Karma is so called because it makes whatever is made. Moreover, there are two kinds of karma; karma depending on ignorance, and other karmas.
There are six karmas depending on ignorance; namely, the triplet consisting of meritorious karma, de-meritorious karma, and karma leading to immovability; and the triplet consisting of bodily karma, vocal karma, and mental karma. All these are nothing but worldly meritorious and de-meritorious thoughts.
The other karmas are four in number; namely, static karma, constituent karma, active karma, and strenuous karma.
In such phrases as “All the constituents of being are transitory,” static karma is meant; namely, all the elements of being possessing a dependence.
In the commentaries, all the elements of being, both those with form and those without, which have sprung from karma, and are comprised in the three modes of being, are called constituent karmas.

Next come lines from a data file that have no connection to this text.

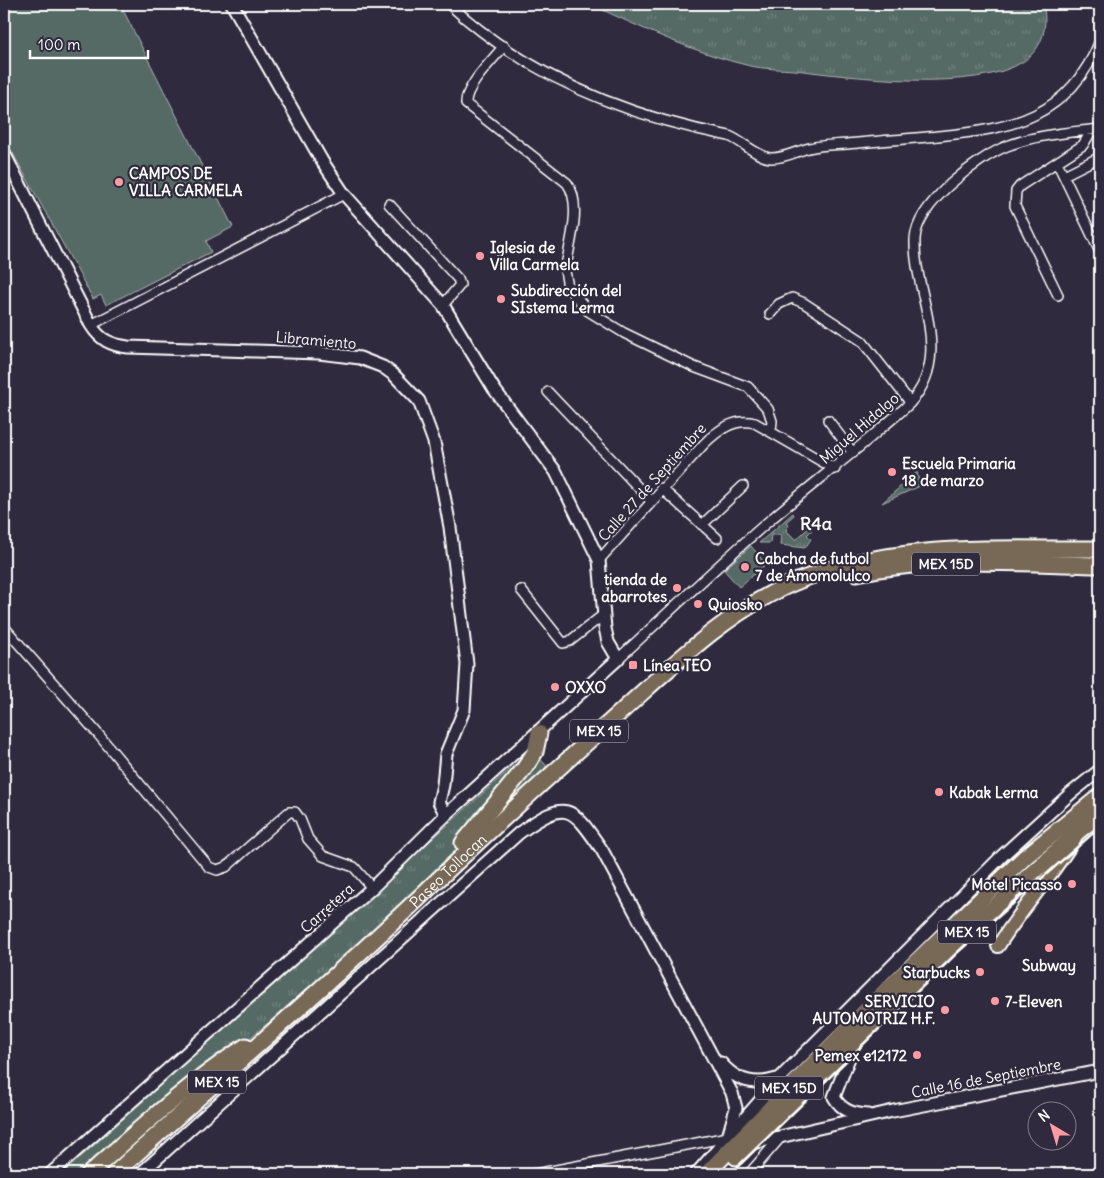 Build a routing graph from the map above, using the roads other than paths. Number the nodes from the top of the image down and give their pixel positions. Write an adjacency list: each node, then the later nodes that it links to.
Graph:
1 (232, 4): 10 (main road)
2 (449, 4): 4 (street)
3 (1100, 41): 4 (street)
4 (504, 46): 20 (street)
5 (1096, 130): 8 (street); 18 (street, Miguel Hidalgo)
6 (4, 154): 16 (main road, Libramiento)
7 (1100, 157): 9 (street)
8 (1057, 162): 9 (street); 13 (street)
9 (1064, 175): 12 (street)
10 (344, 194): 14 (main road); 16 (street)
11 (389, 204): 14 (street)
12 (1100, 252)
13 (1058, 295)
14 (444, 305): 29 (main road)
15 (770, 314): 18 (street)
16 (90, 325): 40 (main road, Libramiento)
17 (548, 392): 25 (street)
18 (910, 402): 21 (street, Miguel Hidalgo)
19 (828, 420): 21 (street)
20 (771, 431): 22 (street, Calle 27 de Septiembre); 24 (street, Calle 27 de Septiembre)
21 (853, 453): 22 (street, Miguel Hidalgo)
22 (835, 469): 35 (street, Miguel Hidalgo)
23 (743, 486): 26 (street)
24 (661, 488): 25 (street, Calle 27 de Septiembre); 26 (street)
25 (651, 501): 29 (street, Calle 27 de Septiembre)
26 (702, 525): 27 (street)
27 (717, 538)
28 (1100, 549): 31 (highway, MEX 15)
29 (599, 560): 33 (main road)
30 (1100, 565): 31 (highway, MEX 15D)
31 (794, 582): 43 (highway, Paseo Tollocan / MEX 15)
32 (521, 590): 33 (street)
33 (603, 615): 35 (main road)
34 (4, 627): 42 (street)
35 (618, 659): 36 (main road, Carretera)
36 (539, 733): 40 (main road, Carretera); 43 (highway)
37 (1100, 770): 49 (main road)
38 (1100, 796): 60 (highway, MEX 15D)
39 (1100, 814): 41 (highway, MEX 15)
40 (446, 816): 42 (main road, Carretera)
41 (1081, 829): 44 (main road); 46 (highway, MEX 15)
42 (372, 888): 54 (main road, Carretera)
43 (418, 898): 45 (highway, Paseo Tollocan / MEX 15)
44 (998, 946)
45 (278, 1025): 55 (highway); 56 (highway, Paseo Tollocan / MEX 15)
46 (856, 1040): 50 (main road); 53 (highway, MEX 15)
47 (712, 1052): 49 (main road); 51 (main road); 57 (main road)
48 (1100, 1071): 50 (main road, Calle 16 de Septiembre)
49 (779, 1079): 51 (main road)
50 (877, 1115): 52 (main road)
51 (728, 1137): 58 (street); 59 (main road)
52 (780, 1138): 53 (main road); 62 (street)
53 (749, 1144): 61 (highway, MEX 15)
54 (50, 1174)
55 (89, 1174)
56 (114, 1174)
57 (140, 1174)
58 (535, 1174)
59 (696, 1174)
60 (706, 1174)
61 (719, 1174)
62 (749, 1174)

They are included in the phrase, “All the constituents of being are transitory;” but there is no passage quotable for them separately.
Meritorious and de-meritorious thoughts belonging to the three modes of being are, moreover, active karma. For them is quotable the passage, “This ignorant individual, O priest, performs meritorious karma etc.”
Bodily and mental heroism is called strenuous karma. This is quotable in the passage, “It went as far as there was room for karma, and then it stopped, as if struck in the axle.”
But there are not merely these, there are also others. In such quotations as, “Brother Vis¤kha, when any priest enters upon the trance of the cessation of perception and sensation, first vocal karma ceases, then bodily karma, and then mental karma,” several karmas are mentioned, but there is no one of these that is not included under static karma.